Band der Woche:May the Tempest

Seit ein paar Tagen ist das Quintett von seiner ersten Tour zurück

Von Rita Argauer

Auf Tour gehen gehört zum Band-Dasein dazu, wie Songs schreiben und ein Album aufnehmen. Einerseits hat das einen ganz pragmatischen Grund. Vor allem in Prä-Internet-Zeiten war das Touren für noch unbekannte Musiker essenziell, um ihre Musik weiterzuverbreiten. Der mediale Verbreitungsweg war viel eingeschränkter und viel mehr von Labels gesteuert. Wer der Welt zeigen wollte, was er machte, musste in die Welt fahren. Oft ging es auf Tour, bevor die ersten Alben veröffentlicht waren. Derzeit steht das Touren jedoch oft eher hinten an. Eine Band oder auch ein einzelner Musiker beginnen Songs zu schreiben. Anschließend produziert man diese, nimmt sie auf und veröffentlicht sie im Netz. Vielleicht springt dann schon ein Label an. Auf Tour zu gehen, dieser Gedanke kommt erst, wenn quasi im Vorfeld schon für Fans gesorgt wurde, die die Konzerte dann besuchen. Wie so oft wird auch hier auf finanzielle Sicherheit gesetzt.

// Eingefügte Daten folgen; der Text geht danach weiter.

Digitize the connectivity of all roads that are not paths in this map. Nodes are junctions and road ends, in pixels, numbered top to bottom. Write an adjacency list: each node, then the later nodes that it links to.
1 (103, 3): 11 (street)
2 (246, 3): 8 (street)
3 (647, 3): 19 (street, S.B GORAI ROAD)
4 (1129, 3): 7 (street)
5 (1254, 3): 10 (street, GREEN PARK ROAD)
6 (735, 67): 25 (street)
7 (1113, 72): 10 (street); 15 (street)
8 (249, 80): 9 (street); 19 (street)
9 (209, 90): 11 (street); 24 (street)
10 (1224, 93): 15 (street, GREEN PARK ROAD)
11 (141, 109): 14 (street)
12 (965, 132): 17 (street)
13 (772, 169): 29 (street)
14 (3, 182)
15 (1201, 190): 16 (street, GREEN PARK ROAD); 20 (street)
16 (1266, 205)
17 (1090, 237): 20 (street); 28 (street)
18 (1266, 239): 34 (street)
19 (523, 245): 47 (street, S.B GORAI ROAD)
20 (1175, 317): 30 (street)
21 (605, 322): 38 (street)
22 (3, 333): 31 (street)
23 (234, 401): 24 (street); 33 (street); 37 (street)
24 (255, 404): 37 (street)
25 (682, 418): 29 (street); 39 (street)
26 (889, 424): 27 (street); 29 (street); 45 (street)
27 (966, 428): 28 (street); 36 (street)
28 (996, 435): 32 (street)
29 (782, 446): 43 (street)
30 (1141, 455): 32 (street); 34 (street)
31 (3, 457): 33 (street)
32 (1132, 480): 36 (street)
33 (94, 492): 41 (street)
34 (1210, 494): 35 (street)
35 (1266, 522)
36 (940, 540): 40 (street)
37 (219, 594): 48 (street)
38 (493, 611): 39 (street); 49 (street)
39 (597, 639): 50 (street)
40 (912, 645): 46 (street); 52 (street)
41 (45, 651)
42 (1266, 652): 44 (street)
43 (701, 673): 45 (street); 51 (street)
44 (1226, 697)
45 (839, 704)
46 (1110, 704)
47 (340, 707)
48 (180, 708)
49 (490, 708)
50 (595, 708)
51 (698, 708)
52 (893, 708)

Die Hardcore-Szene ist da immer noch ein bisschen Oldschool. Nicht nur musikalisch wird hier noch in klassischer Gitarre-Bass-Schlagzeug-Besetzung agiert. Hier nehmen Konzerte auch noch einen anderen Platz ein. Sowohl bei den Bands, die den Schritt, einfach mal loszufahren, viel früher wagen. Als auch beim Publikum, das noch auf Konzerte von Bands geht, auch wenn es diese nicht wirklich kennt - man vertraut da auf ein kollektives Geschmacksbewusstsein, dass es in dieser Form sowieso nur abseits des Mainstreams geben kann. Eine solche Erfahrung hat die Münchner Metal-Screamo-Band May the Tempest gerade gemacht. Seit ein paar Tagen ist das Quintett von seiner ersten Tour zurück - nicht etwa durch deutsche Jugendzentren, sondern durch das Baltikum: Estland, Lettland und Litauen. Zwar ergab sich dieser Weg für die Münchner Band nicht ganz aus sich selbst heraus. Sie supporteten die US-Metalcore-Band Miss May I. Doch die Euphorie und der Erfahrungsschatz, vor einem Publikum aufzutreten, dass man nicht persönlich kennt, ist dennoch ungemein prägend. "Es war unsere erste Tour überhaupt und wir haben eine Menge gelernt", sagt Bassist Lukas Schneidt. Im Großen und Ganzen seien sie also nach wie vor "komplett baff" von dem, was sie erlebt hätten, und den Erinnerungen, die sie davon nun mitnehmen. Das Publikum habe sie gut angenommen. Bei solcher Musik, die fest in ihrer Szene verankert ist, ist der Schritt in fremde Länder auch aus diesem Aspekt oft einfacher. Das Publikum versteht die Codes. Ob in Riga oder in München.

May the Tempest wollen dementsprechend gerne sofort wieder auf Tour gehen. Doch gerade arbeiten sie erst einmal an ihrem ersten Album. Seit 2014 gibt es die Band. Im Herbst 2015 haben sie ihre erste EP "Siren" veröffentlicht, die Nachfolge-EP "Bitter Taste" folgte 2016. Laute und hektisch-schnell gespielte Musik ist das. Mit dringlich-geschrienem Gesang und in diversen Soli klirrenden Gitarren, so wie einem festen Bass-Schlagzeug-Zusammenspiel. "Das Album wird sich auf jeden Fall deutlich von unseren bisherigen Veröffentlichungen unterscheiden", sagt Lukas zu den neuen Songs, die sie im August aufnehmen wollen. Sie hätten dabei ein besonderes Augenmerk auf die cleanen Passagen gelegt. Also, die kurzen Momente, in denen ihre Musik auch bisher schon plötzlich Melodien entfaltet. "Es geht auf jeden Fall in eine sehr melodiöse Richtung, ohne unsere Härte zu verlieren", sagt er. Für das neue Album soll dann ein Label gefunden werden, das im Idealfall weitere Support-Tourneen organisieren kann. Zunächst treten sie jedoch erst einmal wieder in München auf, am Freitag, 29. Juni, beim Tunix-Open-Air auf dem Königsplatz.